O chefão da Fórmula 1, o britânico Bernie Ecclestone, enfrenta desde a última terça-feira (29) um julgamento no Tribunal Superior de Londres relacionado a um suposto caso de corrupção, o qual teria sido articulado para assegurar sua posição de influência nos negócios da categoria.

Ecclestone, que ontem completou 83 anos, é acusado de ter firmado um “acordo corrupto” com um banqueiro para facilitar a venda de participações da Fórmula 1 a um comprador próximo a seus interesses, declarou o advogado do grupo de comunicação alemão Constantin Intermedeiem.

A companhia alemã, que alega perdas econômicas devido à suposta ação corruptiva do patrão da F1, acusa Ecclestone de ter alcançado um acordo com o banqueiro Gerhard Gribkowsky durante uma reunião realizada na capital britânica.

Ecclestone não esteve presente na primeira sessão do processo, que, por sua vez, deverá se prolongar por várias semanas.

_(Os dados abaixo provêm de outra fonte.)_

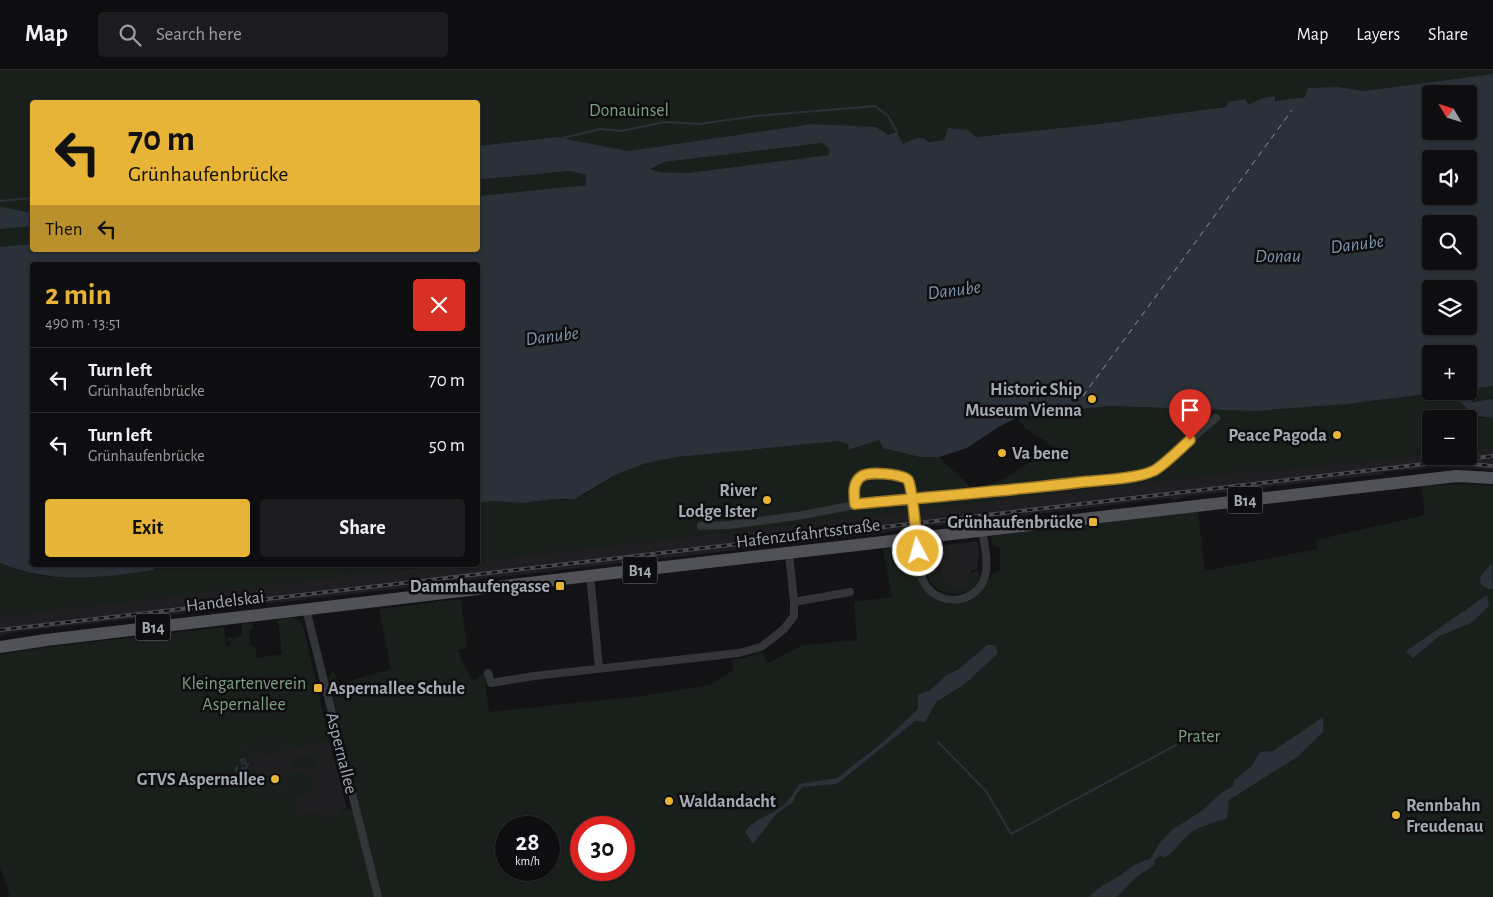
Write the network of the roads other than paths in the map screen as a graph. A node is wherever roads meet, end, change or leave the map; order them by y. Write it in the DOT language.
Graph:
graph roads {
  1 [pos="1216,418"];
  2 [pos="1493,478"];
  3 [pos="855,504"];
  4 [pos="701,526"];
  5 [pos="982,529"];
  6 [pos="789,553"];
  7 [pos="590,575"];
  8 [pos="850,592"];
  9 [pos="794,602"];
  10 [pos="306,609"];
  11 [pos="0,647"];
  12 [pos="599,668"];
  13 [pos="488,673"];
  14 [pos="378,897"];
  1 -- 3 [label="street"];
  2 -- 5 [label="main road, Hafenzufahrtsstraße / B14"];
  3 -- 4 [label="street"];
  3 -- 5 [label="street, bridge"];
  5 -- 6 [label="main road, Hafenzufahrtsstraße / B14"];
  6 -- 7 [label="main road, Hafenzufahrtsstraße / B14"];
  6 -- 9 [label="street"];
  7 -- 10 [label="main road, Hafenzufahrtsstraße / B14"];
  7 -- 12 [label="street"];
  8 -- 9 [label="street"];
  9 -- 12 [label="street"];
  10 -- 11 [label="main road, Handelskai / B14"];
  10 -- 14 [label="street, Aspernallee"];
  12 -- 13 [label="street"];
}
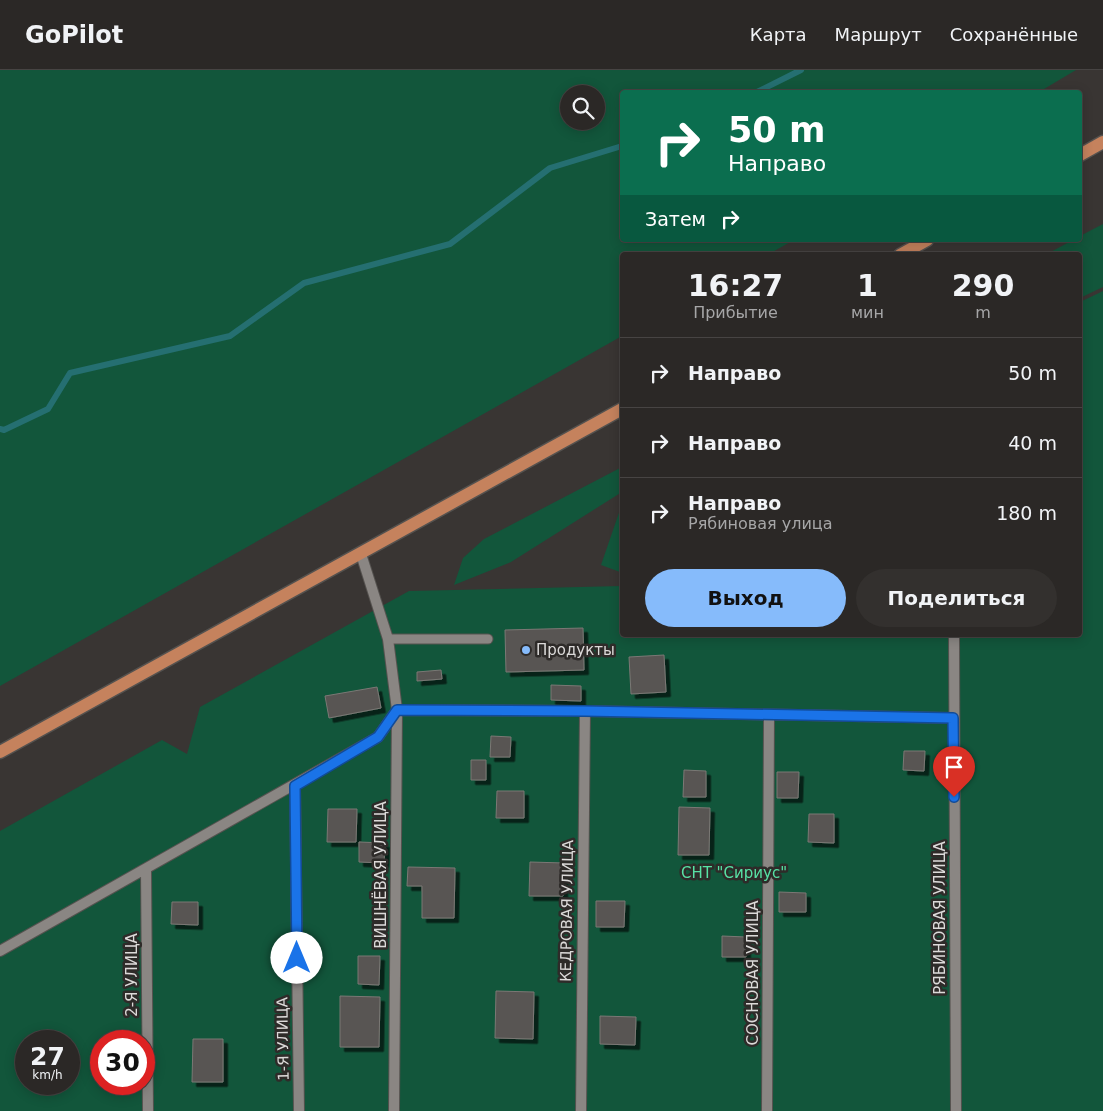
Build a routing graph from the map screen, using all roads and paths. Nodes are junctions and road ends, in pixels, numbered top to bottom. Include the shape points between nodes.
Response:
1 (1103, 142) edge
2 (1082, 154) edge
3 (923, 242) edge
4 (905, 252) edge
5 (620, 410) edge
6 (361, 554) junction
7 (954, 637) edge
8 (388, 639) junction
9 (488, 639) dead end
10 (397, 710) junction
11 (585, 711) junction
12 (769, 715) junction
13 (953, 718) junction
14 (0, 752) edge
15 (295, 786) junction
16 (146, 870) junction
17 (0, 951) edge
18 (148, 1111) edge
19 (299, 1111) edge
20 (394, 1111) edge
21 (581, 1111) edge
22 (767, 1111) edge
23 (956, 1111) edge

1 - 2 main road
3 - 4 main road
5 - 6 main road
6 - 8 street, ВИШНЁВАЯ УЛИЦА
6 - 14 main road
7 - 13 street, РЯБИНОВАЯ УЛИЦА
8 - 9 lane
8 - 10 street, ВИШНЁВАЯ УЛИЦА
10 - 11 street
10 - 15 street via 378,737
10 - 20 street, ВИШНЁВАЯ УЛИЦА
11 - 12 street
11 - 21 street, КЕДРОВАЯ УЛИЦА
12 - 13 street
12 - 22 street, СОСНОВАЯ УЛИЦА
13 - 23 street, РЯБИНОВАЯ УЛИЦА
15 - 16 street
15 - 19 street, 1-Я УЛИЦА
16 - 17 street
16 - 18 street, 2-Я УЛИЦА

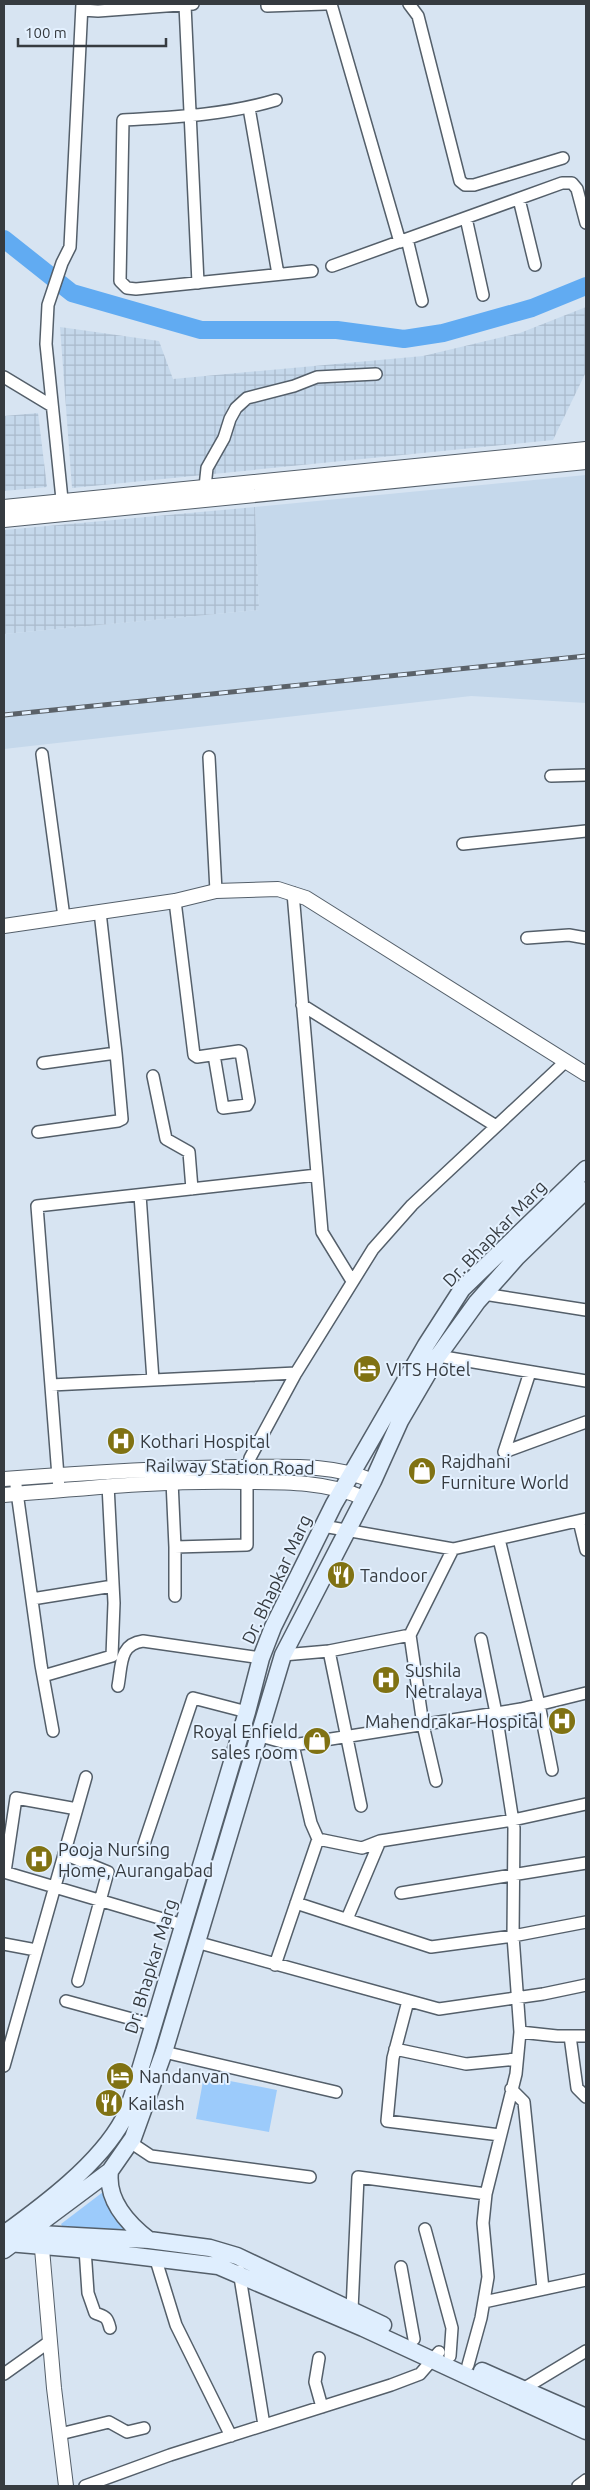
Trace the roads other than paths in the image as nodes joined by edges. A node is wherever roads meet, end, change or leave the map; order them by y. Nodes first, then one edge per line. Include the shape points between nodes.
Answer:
1 (189, 4) edge
2 (267, 4) edge
3 (325, 4) edge
4 (331, 4) edge
5 (409, 4) edge
6 (82, 7) edge
7 (276, 100) dead end
8 (249, 108) junction
9 (191, 116) junction
10 (563, 158) dead end
11 (519, 199) junction
12 (466, 218) junction
13 (586, 223) edge
14 (403, 241) junction
15 (535, 265) dead end
16 (332, 266) dead end
17 (312, 271) dead end
18 (278, 274) junction
19 (198, 283) junction
20 (483, 295) dead end
21 (422, 300) dead end
22 (376, 374) dead end
23 (4, 377) edge
24 (52, 406) junction
25 (586, 449) edge
26 (586, 462) edge
27 (205, 487) junction
28 (4, 507) edge
29 (62, 508) junction
30 (4, 520) edge
31 (42, 754) dead end
32 (209, 757) dead end
33 (586, 775) edge
34 (551, 776) dead end
35 (586, 831) edge
36 (462, 844) dead end
37 (216, 891) junction
38 (292, 894) junction
39 (175, 901) junction
40 (100, 912) junction
41 (64, 917) junction
42 (4, 926) edge
43 (527, 938) dead end
44 (586, 938) edge
45 (302, 1005) junction
46 (116, 1053) junction
47 (214, 1055) junction
48 (566, 1061) junction
49 (43, 1063) dead end
50 (586, 1074) edge
51 (153, 1076) dead end
52 (496, 1126) junction
53 (38, 1132) dead end
54 (586, 1169) edge
55 (318, 1175) junction
56 (192, 1189) junction
57 (586, 1190) edge
58 (140, 1195) junction
59 (352, 1281) junction
60 (484, 1294) junction
61 (586, 1310) edge
62 (438, 1356) junction
63 (530, 1372) junction
64 (296, 1373) junction
65 (153, 1380) junction
66 (586, 1381) edge
67 (51, 1385) junction
68 (586, 1422) edge
69 (247, 1467) junction
70 (352, 1472) junction
71 (9, 1479) edge
72 (373, 1481) junction
73 (59, 1482) junction
74 (172, 1482) junction
75 (247, 1482) junction
76 (108, 1485) junction
77 (343, 1489) junction
78 (19, 1494) junction
79 (4, 1495) edge
80 (364, 1498) junction
81 (583, 1520) edge
82 (323, 1526) junction
83 (346, 1531) junction
84 (498, 1539) junction
85 (175, 1547) junction
86 (453, 1549) junction
87 (586, 1550) edge
88 (113, 1586) junction
89 (175, 1596) dead end
90 (32, 1599) junction
91 (410, 1635) junction
92 (480, 1638) dead end
93 (329, 1651) junction
94 (283, 1655) junction
95 (261, 1658) junction
96 (43, 1676) junction
97 (118, 1686) dead end
98 (586, 1693) edge
99 (539, 1704) junction
100 (247, 1712) junction
101 (496, 1713) junction
102 (422, 1724) junction
103 (53, 1731) dead end
104 (258, 1735) junction
105 (346, 1737) junction
106 (293, 1745) junction
107 (552, 1770) dead end
108 (86, 1777) dead end
109 (436, 1781) dead end
110 (586, 1804) edge
111 (361, 1806) dead end
112 (77, 1809) junction
113 (513, 1820) junction
114 (318, 1839) junction
115 (380, 1841) junction
116 (144, 1844) dead end
117 (64, 1854) junction
118 (586, 1863) edge
119 (4, 1872) edge
120 (515, 1875) junction
121 (54, 1887) junction
122 (400, 1893) dead end
123 (100, 1901) junction
124 (296, 1902) junction
125 (347, 1918) junction
126 (586, 1922) edge
127 (183, 1925) junction
128 (513, 1936) junction
129 (196, 1942) junction
130 (4, 1944) edge
131 (36, 1950) junction
132 (275, 1965) junction
133 (78, 1981) dead end
134 (586, 1985) edge
135 (165, 1986) junction
136 (182, 1991) junction
137 (516, 1998) junction
138 (66, 2000) dead end
139 (408, 2001) junction
140 (154, 2025) junction
141 (520, 2032) junction
142 (570, 2036) junction
143 (586, 2036) edge
144 (395, 2048) junction
145 (164, 2052) junction
146 (517, 2059) junction
147 (4, 2066) edge
148 (512, 2089) junction
149 (336, 2092) dead end
150 (586, 2097) edge
151 (500, 2134) junction
152 (130, 2142) junction
153 (110, 2171) junction
154 (310, 2177) dead end
155 (486, 2194) junction
156 (425, 2229) dead end
157 (36, 2238) junction
158 (6, 2240) edge
159 (149, 2240) junction
160 (85, 2249) junction
161 (237, 2256) junction
162 (155, 2257) junction
163 (402, 2267) dead end
164 (240, 2275) junction
165 (586, 2280) edge
166 (543, 2289) junction
167 (484, 2302) junction
168 (352, 2310) junction
169 (110, 2328) dead end
170 (414, 2339) junction
171 (50, 2342) junction
172 (586, 2351) edge
173 (441, 2356) junction
174 (319, 2358) dead end
175 (468, 2365) junction
176 (4, 2374) edge
177 (523, 2389) junction
178 (322, 2407) junction
179 (586, 2417) edge
180 (264, 2425) junction
181 (144, 2428) dead end
182 (586, 2431) edge
183 (60, 2434) junction
184 (231, 2436) junction
185 (586, 2480) edge
186 (66, 2486) edge
187 (85, 2486) edge
188 (578, 2486) edge

1 - 6 street via 98,11
1 - 9 street
2 - 3 street
3 - 4 street
4 - 14 street
5 - 10 street via 418,16 460,181 474,185
6 - 24 street via 70,247 48,305 46,344
7 - 8 street
8 - 9 street
8 - 18 street
9 - 19 street
9 - 19 street via 123,120 120,280 127,288 136,289
11 - 12 street
11 - 13 street via 562,183 572,183
11 - 15 street
12 - 14 street
12 - 20 street
14 - 16 street
14 - 21 street
17 - 18 street
18 - 19 street
22 - 27 street via 323,376 247,398 230,419 224,438 207,468
23 - 24 street
24 - 29 street
25 - 27 street
26 - 29 street
27 - 29 street
28 - 29 street
29 - 30 street
31 - 41 street
32 - 37 street
33 - 34 street
35 - 36 street
37 - 38 street via 278,889
37 - 39 street
38 - 45 street
38 - 48 street via 306,898
39 - 40 street
39 - 47 street via 194,1055
40 - 41 street
40 - 46 street
41 - 42 street
43 - 44 street via 569,935
45 - 52 street
45 - 55 street
46 - 49 street
46 - 53 street via 122,1119
47 - 47 street via 241,1052 248,1104 223,1108
48 - 50 street
48 - 52 street
51 - 56 street via 166,1139 188,1152
52 - 59 street via 412,1205 373,1249
54 - 70 main road, Dr. Bhapkar Marg via 462,1289 426,1344
55 - 56 street
55 - 59 street via 322,1232
56 - 58 street
57 - 60 main road, Dr. Bhapkar Marg
58 - 65 street
58 - 67 street via 37,1206
59 - 64 street
60 - 61 street
60 - 62 main road, Dr. Bhapkar Marg
62 - 63 street
62 - 72 main road, Dr. Bhapkar Marg via 400,1421
63 - 66 street
63 - 68 street via 504,1452
64 - 65 street
64 - 69 street
65 - 67 street
67 - 73 street
69 - 70 street, Railway Station Road via 323,1467
69 - 73 street, Railway Station Road via 157,1468
69 - 75 street
70 - 72 street, Railway Station Road
70 - 77 main road, Dr. Bhapkar Marg
71 - 73 street, Railway Station Road
71 - 78 street
72 - 80 main road, Dr. Bhapkar Marg
73 - 76 street, Railway Station Road
73 - 78 street, Railway Station Road
74 - 75 street, Railway Station Road
74 - 76 street, Railway Station Road
74 - 85 street
75 - 77 street, Railway Station Road via 292,1482
75 - 85 street via 247,1545
76 - 88 street
77 - 80 street, Railway Station Road
77 - 82 main road, Dr. Bhapkar Marg
78 - 79 street, Railway Station Road
78 - 90 street
80 - 83 main road, Dr. Bhapkar Marg
81 - 84 street
81 - 87 street
82 - 83 street
82 - 95 main road, Dr. Bhapkar Marg
83 - 86 street
83 - 94 main road, Dr. Bhapkar Marg
84 - 86 street
84 - 99 street
85 - 89 street
86 - 91 street
88 - 90 street
88 - 96 street via 112,1656
90 - 96 street
91 - 93 street
91 - 102 street
92 - 101 street
93 - 94 street
93 - 105 street
94 - 104 main road, Dr. Bhapkar Marg
95 - 97 street via 135,1642 124,1650
95 - 100 main road, Dr. Bhapkar Marg
96 - 103 street
98 - 99 street
99 - 101 street
99 - 107 street
100 - 116 street via 193,1698
100 - 127 main road, Dr. Bhapkar Marg
101 - 102 street
101 - 113 street
102 - 105 street
102 - 109 street
104 - 106 street
104 - 129 main road, Dr. Bhapkar Marg
105 - 106 street
105 - 111 street
106 - 114 street via 311,1823
108 - 112 street
110 - 113 street
112 - 117 street
112 - 119 street via 16,1798
113 - 115 street
113 - 120 street
114 - 115 street via 362,1848
114 - 124 street
115 - 125 street
117 - 121 street
117 - 123 street via 108,1872
118 - 120 street
119 - 121 street
120 - 122 street
120 - 128 street
121 - 123 street
121 - 131 street
123 - 127 street
123 - 133 street
124 - 125 street
124 - 132 street
125 - 128 street via 431,1947
126 - 128 street
127 - 135 main road, Dr. Bhapkar Marg
128 - 137 street
129 - 132 street
129 - 136 main road, Dr. Bhapkar Marg
130 - 131 street
131 - 147 street
132 - 139 street
134 - 137 street
135 - 136 main road
135 - 140 main road, Dr. Bhapkar Marg
136 - 145 main road, Dr. Bhapkar Marg
137 - 139 street via 439,2010
137 - 141 street
138 - 140 street
139 - 144 street
140 - 158 main road, Dr. Bhapkar Marg via 123,2120 108,2141
141 - 142 street
141 - 146 street
142 - 143 street
142 - 150 street via 577,2088
144 - 146 street via 466,2064
144 - 151 street via 387,2122
145 - 149 street
145 - 152 main road, Dr. Bhapkar Marg
146 - 148 street
148 - 151 street
148 - 166 street via 524,2102
151 - 155 street
152 - 153 main road, Dr. Bhapkar Marg
152 - 154 street via 151,2156
153 - 157 main road, Dr. Bhapkar Marg
153 - 159 main road via 108,2185 115,2203 131,2226
155 - 167 street via 483,2223 488,2277
155 - 168 street via 358,2176
156 - 173 street via 452,2328
157 - 158 main road
157 - 159 main road
157 - 160 main road
157 - 171 street
159 - 161 main road via 210,2248
160 - 162 main road
160 - 169 street via 90,2304 95,2313 108,2318
161 - 164 street
161 - 168 main road
162 - 164 main road via 218,2266
162 - 184 street via 176,2325
163 - 170 street
164 - 173 main road
164 - 180 street
165 - 166 street
166 - 167 street
167 - 175 street
168 - 170 main road
170 - 173 main road
171 - 176 street
171 - 183 street
172 - 177 street
173 - 175 main road
173 - 178 street via 420,2374
173 - 182 main road
174 - 178 street via 315,2382
175 - 177 main road
177 - 179 main road
178 - 180 street
180 - 184 street
181 - 183 street via 127,2432 109,2422
183 - 186 street
184 - 187 street
185 - 188 street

No mês de julho, a promotoria de Munique (Alemanha) acusou formalmente o empresário britânico de suborno pelo suposto pagamento de US$ 44 milhões ao antigo diretor do banco público bávaro BayernLB.

Segundo a promotoria alemã, Ecclestone pactuou um suborno com o banqueiro Gerhard Gribkowsky durante o processo de venda das participações que a entidade bávara tinha nos negócios da Fórmula 1.

O banqueiro teria recebido em 2006 a incumbência do banco BayernLB, do qual tinha o domínio do conselho de administração, de vender sua participação na F1, operação na qual trabalhou estreitamente com Ecclestone.